DATASET ENTRIES ->

+ + +

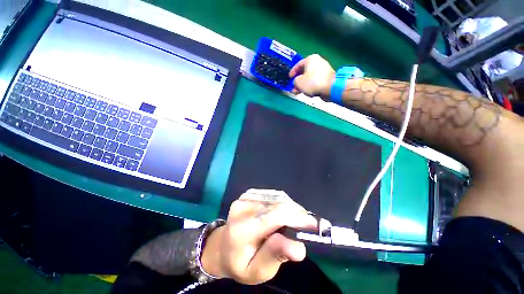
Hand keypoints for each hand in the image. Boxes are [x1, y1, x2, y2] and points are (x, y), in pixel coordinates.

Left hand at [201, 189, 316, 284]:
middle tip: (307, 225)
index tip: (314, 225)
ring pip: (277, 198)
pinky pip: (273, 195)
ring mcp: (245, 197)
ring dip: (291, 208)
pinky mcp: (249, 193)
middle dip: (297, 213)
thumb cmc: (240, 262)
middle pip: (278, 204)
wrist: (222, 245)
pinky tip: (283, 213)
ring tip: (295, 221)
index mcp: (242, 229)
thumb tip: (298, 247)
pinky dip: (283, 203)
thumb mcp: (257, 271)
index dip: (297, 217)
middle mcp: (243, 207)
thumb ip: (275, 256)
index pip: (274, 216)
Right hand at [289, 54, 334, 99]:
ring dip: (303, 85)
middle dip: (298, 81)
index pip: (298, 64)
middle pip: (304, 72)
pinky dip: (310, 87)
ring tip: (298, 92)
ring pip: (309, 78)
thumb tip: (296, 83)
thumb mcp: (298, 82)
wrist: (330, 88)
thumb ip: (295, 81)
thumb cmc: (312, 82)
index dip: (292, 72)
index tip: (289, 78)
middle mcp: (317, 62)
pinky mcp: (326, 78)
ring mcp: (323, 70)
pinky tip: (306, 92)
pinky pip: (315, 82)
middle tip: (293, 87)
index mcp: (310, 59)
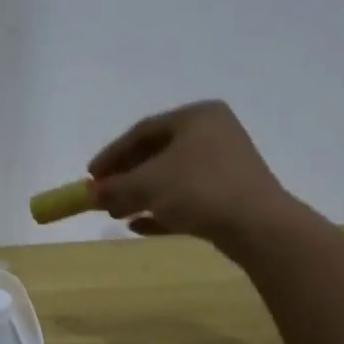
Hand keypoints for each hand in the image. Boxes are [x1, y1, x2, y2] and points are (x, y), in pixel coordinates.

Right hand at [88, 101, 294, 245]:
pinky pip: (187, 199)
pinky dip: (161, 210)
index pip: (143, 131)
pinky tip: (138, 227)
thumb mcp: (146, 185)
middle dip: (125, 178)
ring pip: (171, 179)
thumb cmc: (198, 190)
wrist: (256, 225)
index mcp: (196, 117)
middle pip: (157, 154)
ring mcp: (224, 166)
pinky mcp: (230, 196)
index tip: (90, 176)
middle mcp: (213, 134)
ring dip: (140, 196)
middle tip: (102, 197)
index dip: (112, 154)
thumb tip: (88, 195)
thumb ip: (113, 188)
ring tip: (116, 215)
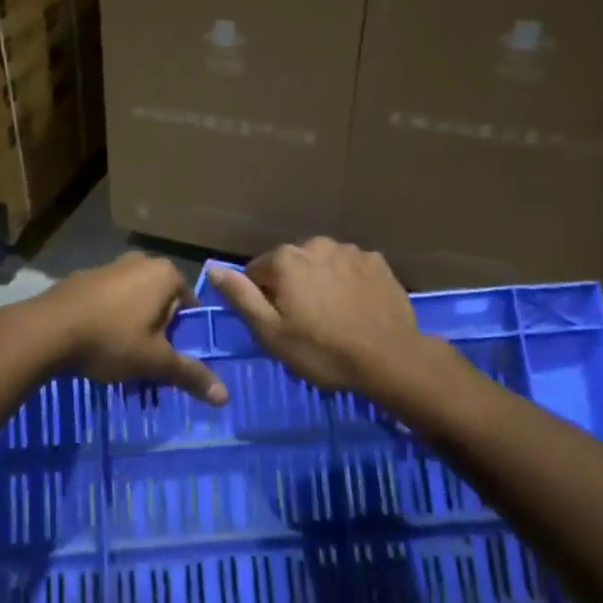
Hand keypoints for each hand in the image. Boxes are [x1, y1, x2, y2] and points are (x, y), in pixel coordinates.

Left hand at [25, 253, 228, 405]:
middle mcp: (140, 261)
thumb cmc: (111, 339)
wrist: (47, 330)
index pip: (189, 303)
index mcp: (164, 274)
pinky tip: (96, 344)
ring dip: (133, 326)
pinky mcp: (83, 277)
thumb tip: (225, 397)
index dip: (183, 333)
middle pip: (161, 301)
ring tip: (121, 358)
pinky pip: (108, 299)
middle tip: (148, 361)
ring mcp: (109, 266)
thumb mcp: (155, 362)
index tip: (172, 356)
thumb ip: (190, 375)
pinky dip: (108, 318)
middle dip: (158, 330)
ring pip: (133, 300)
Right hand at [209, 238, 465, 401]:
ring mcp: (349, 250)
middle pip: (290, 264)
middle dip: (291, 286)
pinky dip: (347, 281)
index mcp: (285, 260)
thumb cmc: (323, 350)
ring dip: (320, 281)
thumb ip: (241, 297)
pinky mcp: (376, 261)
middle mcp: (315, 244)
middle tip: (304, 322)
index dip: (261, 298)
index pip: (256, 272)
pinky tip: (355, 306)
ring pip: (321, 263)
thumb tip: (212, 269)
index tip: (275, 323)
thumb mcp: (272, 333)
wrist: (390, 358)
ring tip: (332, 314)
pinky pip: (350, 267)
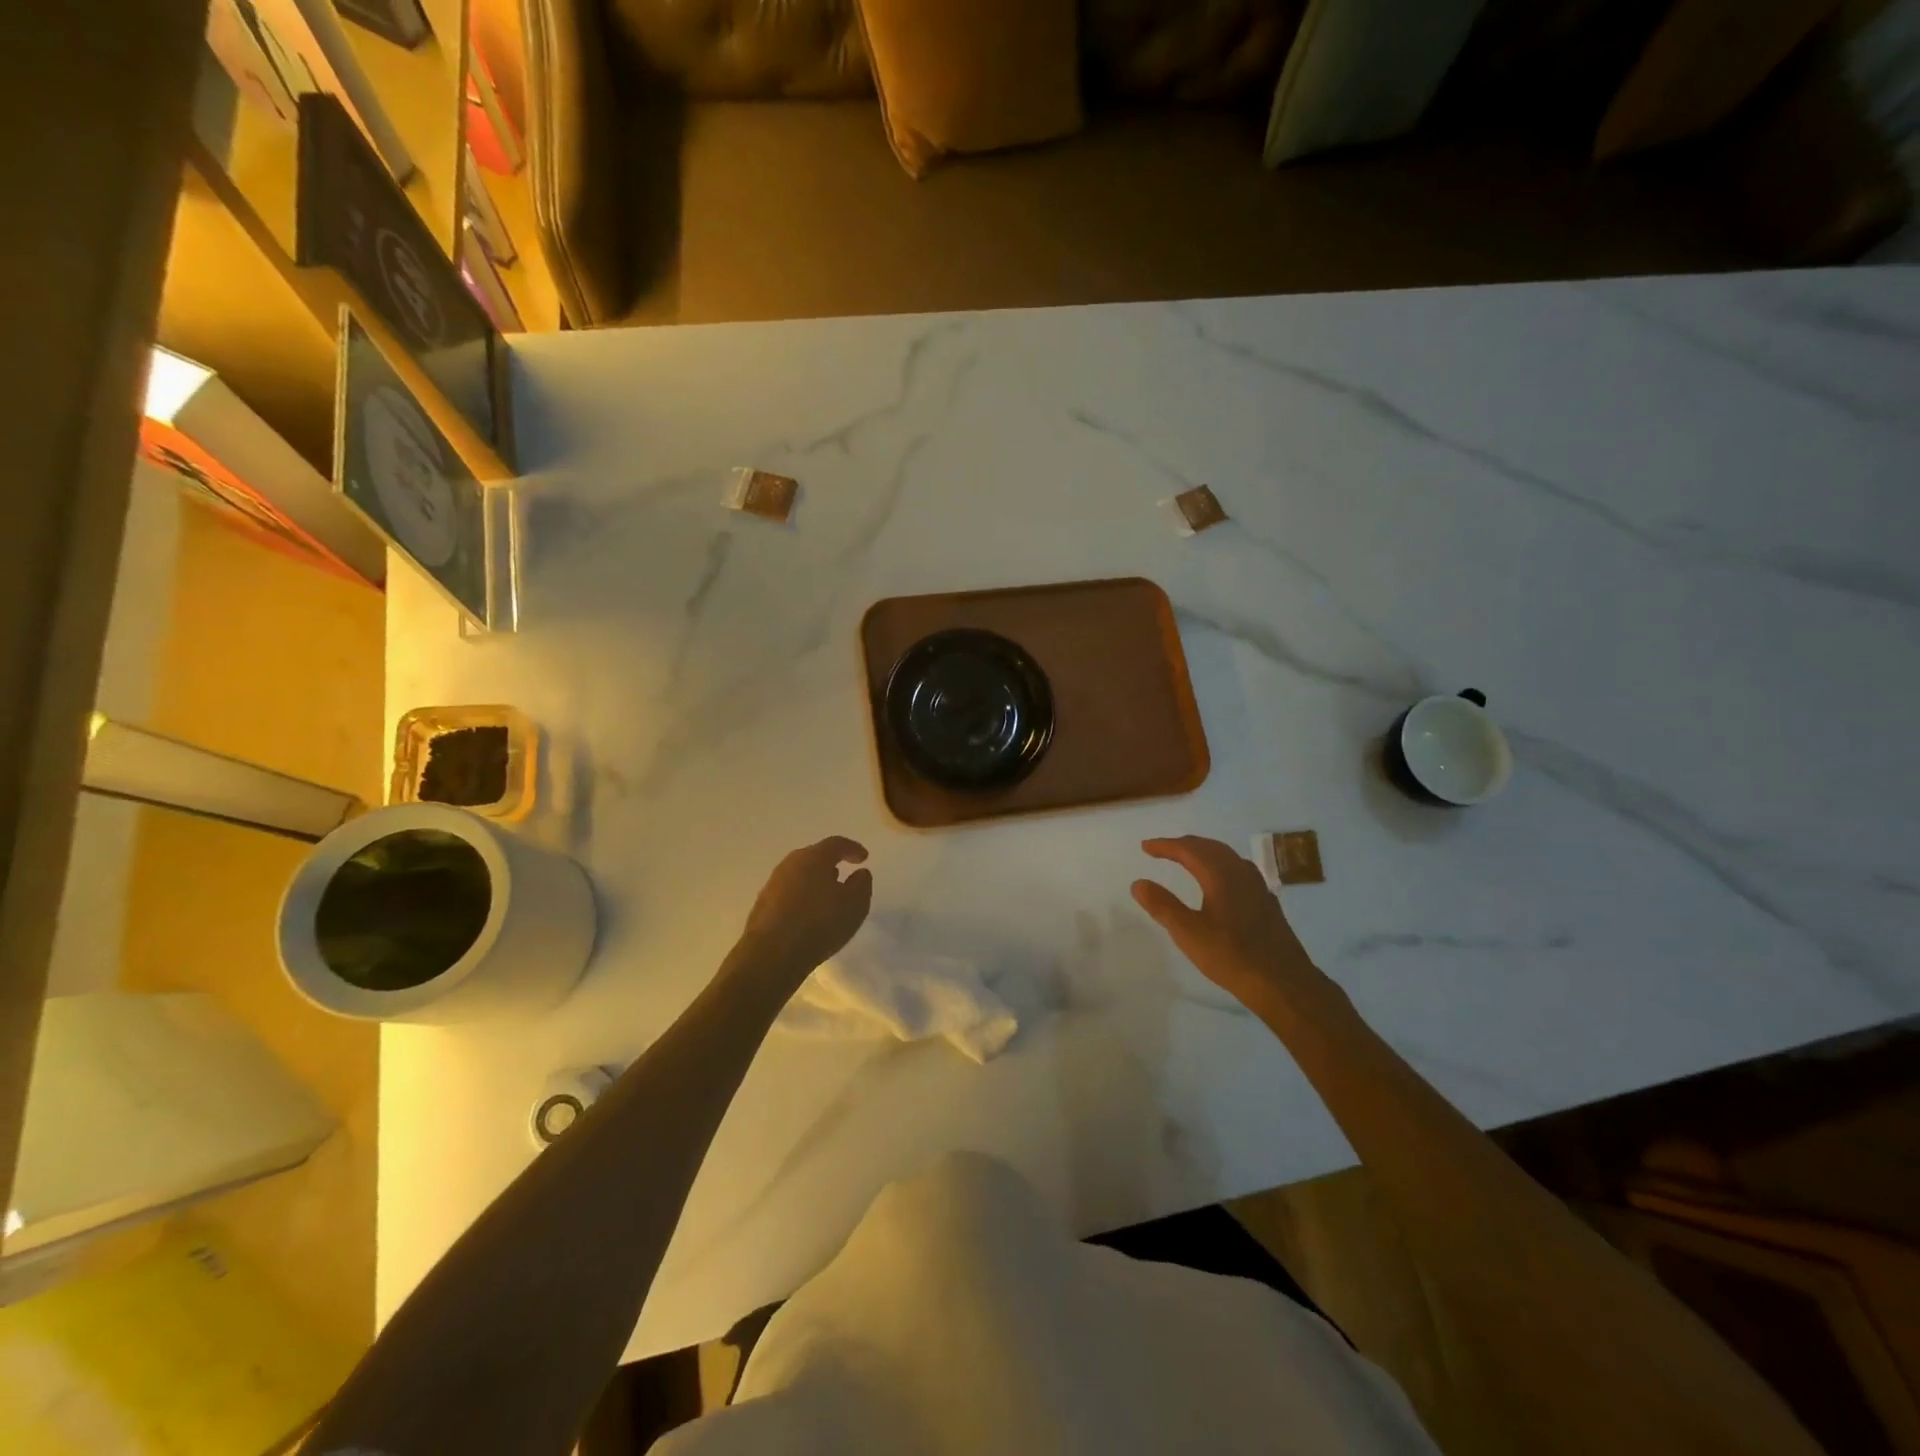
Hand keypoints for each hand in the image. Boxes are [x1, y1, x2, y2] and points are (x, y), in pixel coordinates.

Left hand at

+ + +

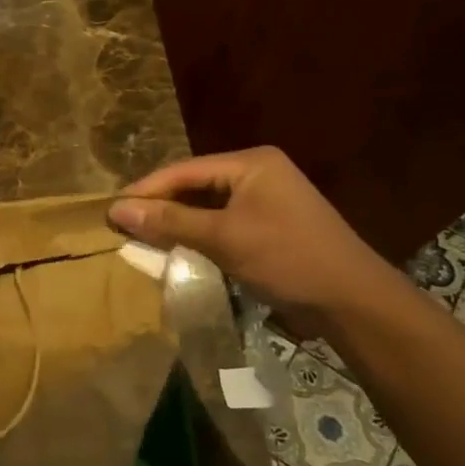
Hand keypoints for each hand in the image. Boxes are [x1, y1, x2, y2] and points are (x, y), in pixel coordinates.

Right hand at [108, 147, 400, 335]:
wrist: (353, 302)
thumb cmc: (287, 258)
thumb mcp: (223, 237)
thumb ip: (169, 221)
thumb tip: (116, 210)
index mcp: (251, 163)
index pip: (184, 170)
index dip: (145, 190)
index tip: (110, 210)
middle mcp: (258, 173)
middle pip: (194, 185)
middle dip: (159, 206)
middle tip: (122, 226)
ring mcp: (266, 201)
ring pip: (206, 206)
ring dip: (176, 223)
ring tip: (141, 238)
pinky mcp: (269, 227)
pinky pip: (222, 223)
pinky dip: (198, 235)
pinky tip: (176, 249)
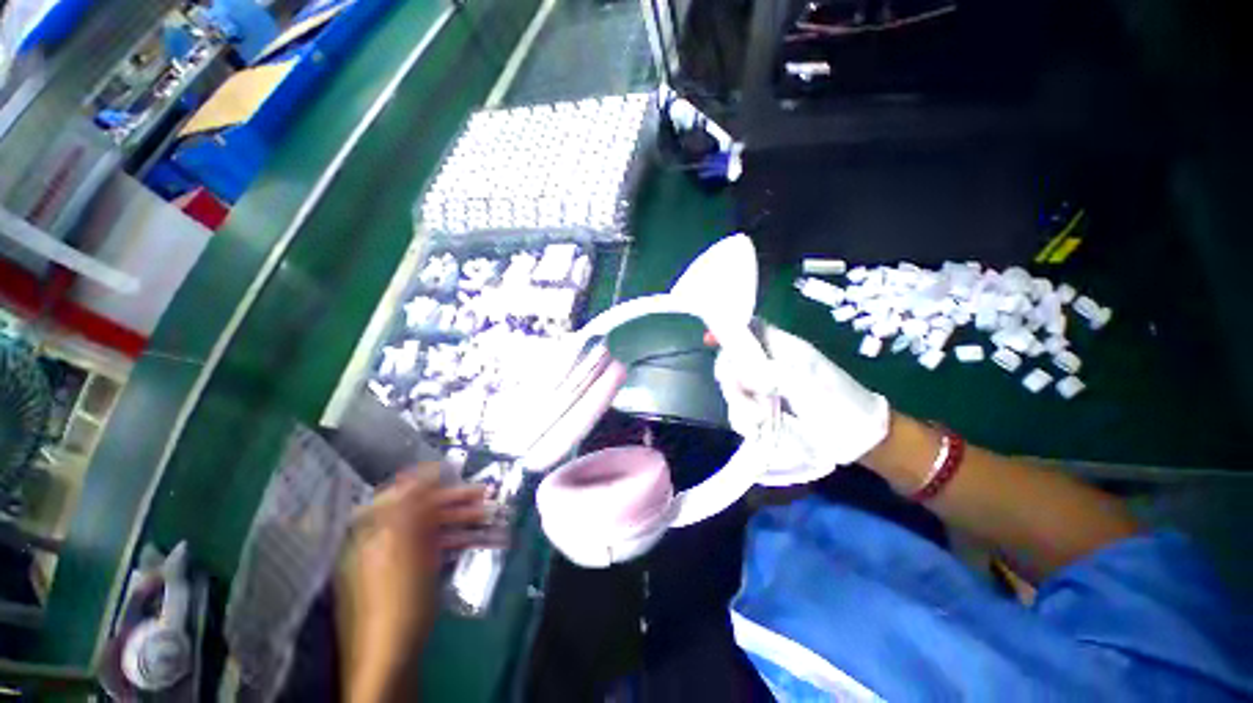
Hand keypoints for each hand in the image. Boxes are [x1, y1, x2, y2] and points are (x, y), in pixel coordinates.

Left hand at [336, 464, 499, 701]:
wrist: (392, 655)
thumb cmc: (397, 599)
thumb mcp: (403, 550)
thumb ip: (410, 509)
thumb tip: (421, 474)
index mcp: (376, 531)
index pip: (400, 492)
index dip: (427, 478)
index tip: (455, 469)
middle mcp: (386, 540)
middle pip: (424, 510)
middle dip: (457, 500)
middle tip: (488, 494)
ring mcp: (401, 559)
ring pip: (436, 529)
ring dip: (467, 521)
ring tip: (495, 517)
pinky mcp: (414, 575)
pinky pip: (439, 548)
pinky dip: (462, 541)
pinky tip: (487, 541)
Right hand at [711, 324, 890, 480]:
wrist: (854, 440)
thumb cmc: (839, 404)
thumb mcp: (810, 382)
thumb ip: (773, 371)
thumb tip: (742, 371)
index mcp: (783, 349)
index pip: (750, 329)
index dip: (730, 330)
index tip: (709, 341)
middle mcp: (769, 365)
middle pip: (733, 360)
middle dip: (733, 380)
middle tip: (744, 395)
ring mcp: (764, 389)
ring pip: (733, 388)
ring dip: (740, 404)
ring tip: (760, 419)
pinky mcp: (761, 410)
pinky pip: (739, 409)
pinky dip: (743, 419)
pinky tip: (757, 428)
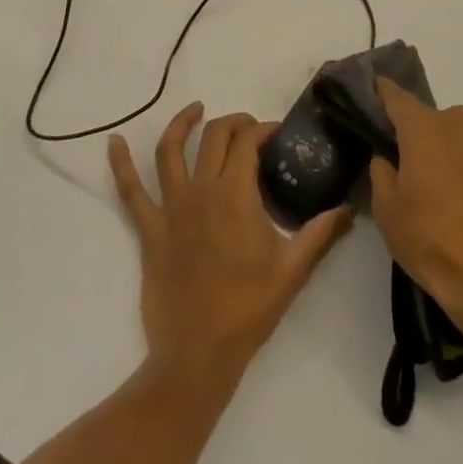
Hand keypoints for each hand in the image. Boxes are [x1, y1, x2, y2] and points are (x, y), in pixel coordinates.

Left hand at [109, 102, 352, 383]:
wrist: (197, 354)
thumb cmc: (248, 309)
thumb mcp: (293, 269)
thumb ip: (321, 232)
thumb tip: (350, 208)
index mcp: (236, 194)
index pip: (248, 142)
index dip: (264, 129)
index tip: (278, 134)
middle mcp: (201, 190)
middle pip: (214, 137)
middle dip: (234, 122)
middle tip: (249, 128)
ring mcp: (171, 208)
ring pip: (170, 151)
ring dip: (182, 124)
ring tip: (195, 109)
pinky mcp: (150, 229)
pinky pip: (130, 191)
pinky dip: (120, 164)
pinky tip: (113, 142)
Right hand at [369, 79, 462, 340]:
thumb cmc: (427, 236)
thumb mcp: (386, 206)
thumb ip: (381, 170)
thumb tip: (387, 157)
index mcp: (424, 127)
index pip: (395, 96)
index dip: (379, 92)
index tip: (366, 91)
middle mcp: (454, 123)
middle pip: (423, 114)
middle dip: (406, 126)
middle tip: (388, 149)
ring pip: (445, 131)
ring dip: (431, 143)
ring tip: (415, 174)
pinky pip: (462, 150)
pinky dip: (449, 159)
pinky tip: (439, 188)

+ + +

TO DO -> Return only the stretch of the material above from the line holding "pinky tip: (138, 227)" through the line holding "ring tip: (116, 215)", copied exactly.

EXERCISE RESULT ->
pinky tip: (138, 227)
thumb mcp: (146, 185)
middle dip: (125, 178)
ring pip: (171, 179)
thumb cmc: (198, 190)
wrist: (256, 225)
index mcp: (196, 117)
middle pip: (157, 154)
ring mcp: (224, 166)
pinky mcp: (230, 196)
index tip: (90, 176)
middle mcp: (213, 134)
ring dip: (140, 196)
middle tip: (102, 197)
index dip: (112, 154)
thumb tip: (88, 195)
thumb ip: (113, 188)
ring tip: (116, 215)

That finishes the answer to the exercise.